Keysym event in the text protocol

Pekka Paalanen ppaalanen at gmail.com
Fri Jul 25 06:06:50 PDT 2014


On Wed, 23 Jul 2014 09:46:16 +0700
Trung Ngo <ndtrung4419 at gmail.com> wrote:

> Hi guys,
> 
> In the text protocol, there is a `keysym` event (and a corresponding 
> `keysym` request in the input-method protocol). In the spec, it is used 
> to 'notify when a key event was sent.' If I understand correctly then 
> the whole point of this request/event pair is to fake a key press from 
> the input method. If so, shouldn't it make more sense to intercept the 
> keysym request at the compositor and send a key press event to the text 
> application instead of passing the keysym event to the text application 
> (no more keysym event in the text protocol)?
> 
> In the current design, the text application has to listen to the keysym 
> event (for fake keys) and implement the key handler (for 'normal' keys) 
> at the same time, potentially duplicating code and opening up the 
> posibility that some applications forget to implement the keysym event 
> handler.

I'm no expert on input, but that is all deliberate.

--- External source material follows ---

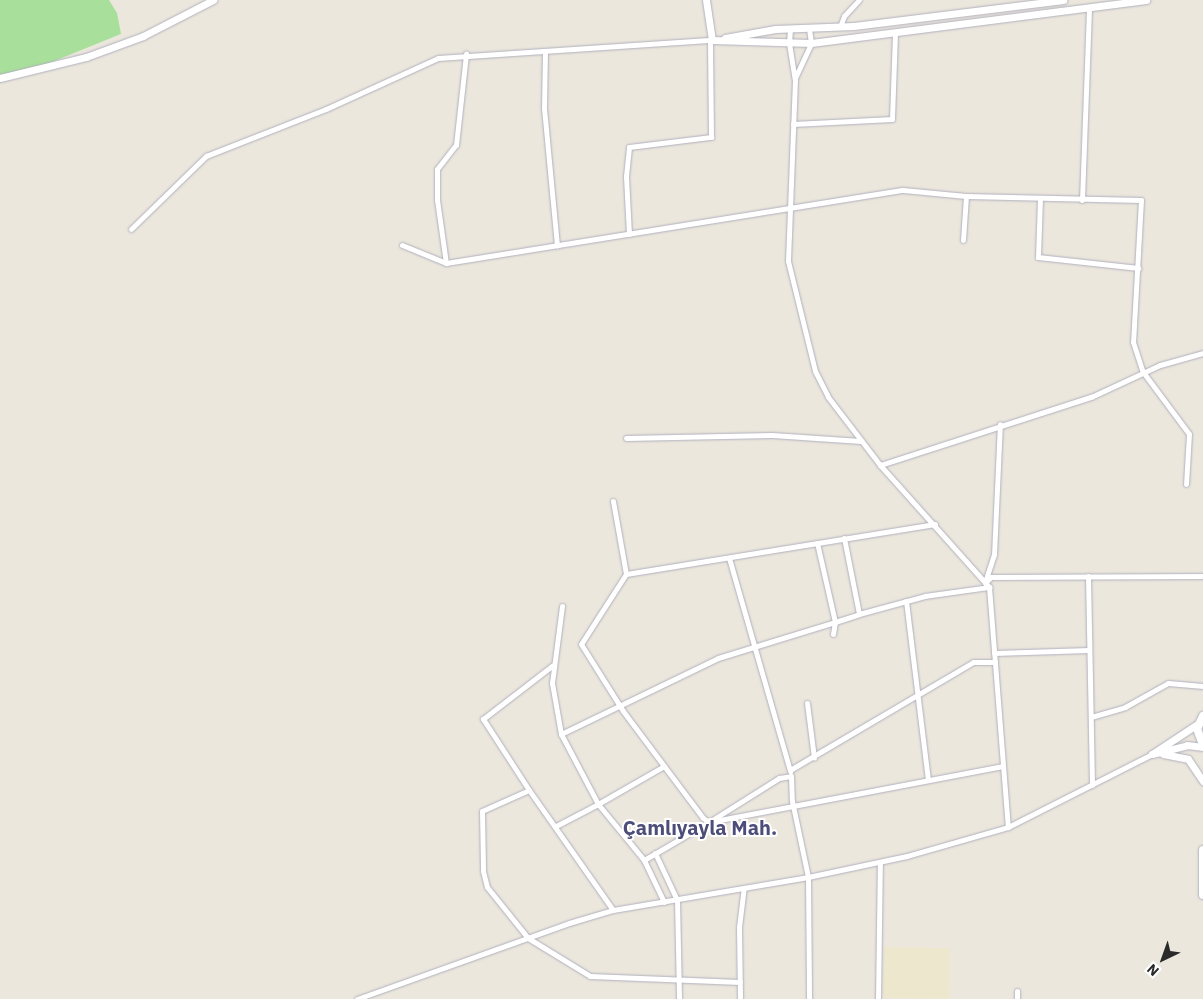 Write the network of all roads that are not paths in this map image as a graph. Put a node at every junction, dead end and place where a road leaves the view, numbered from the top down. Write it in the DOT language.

"Normal keys" are direct user actions, a person pressing a key on a
keyboard. These originate from a real physical action, specifically a
key press/release. These use key codes, which in the clients are
interpreted through libxkbcommon to take account the keymap and
whatnot. If a keymap does not provide some keysym, you cannot input it,
AFAIU.

Input methods however use whatever (even complicated) UI that lets the
user to choose which symbol to enter. For instance, it can be a virtual
keyboard with all kinds of exotic symbols, poked with a finger. There
are no physical keys to press. Or it could be just the "compose key"
mechanism. Or a machine vision system interpreting sign language.

These are fundamentally very different kinds of input. We have a strict
separation in the protocol design between actual physical user actions
(e.g. poking a button) and "fake" events, and we intend to keep these
two separated all the way. For example, wl_pointer.motion is sent only
when the user moves the pointer, not when e.g. the window moves under
the pointer or the pointer gets warped programmatically.

The burden of implementation is in toolkits, not applications.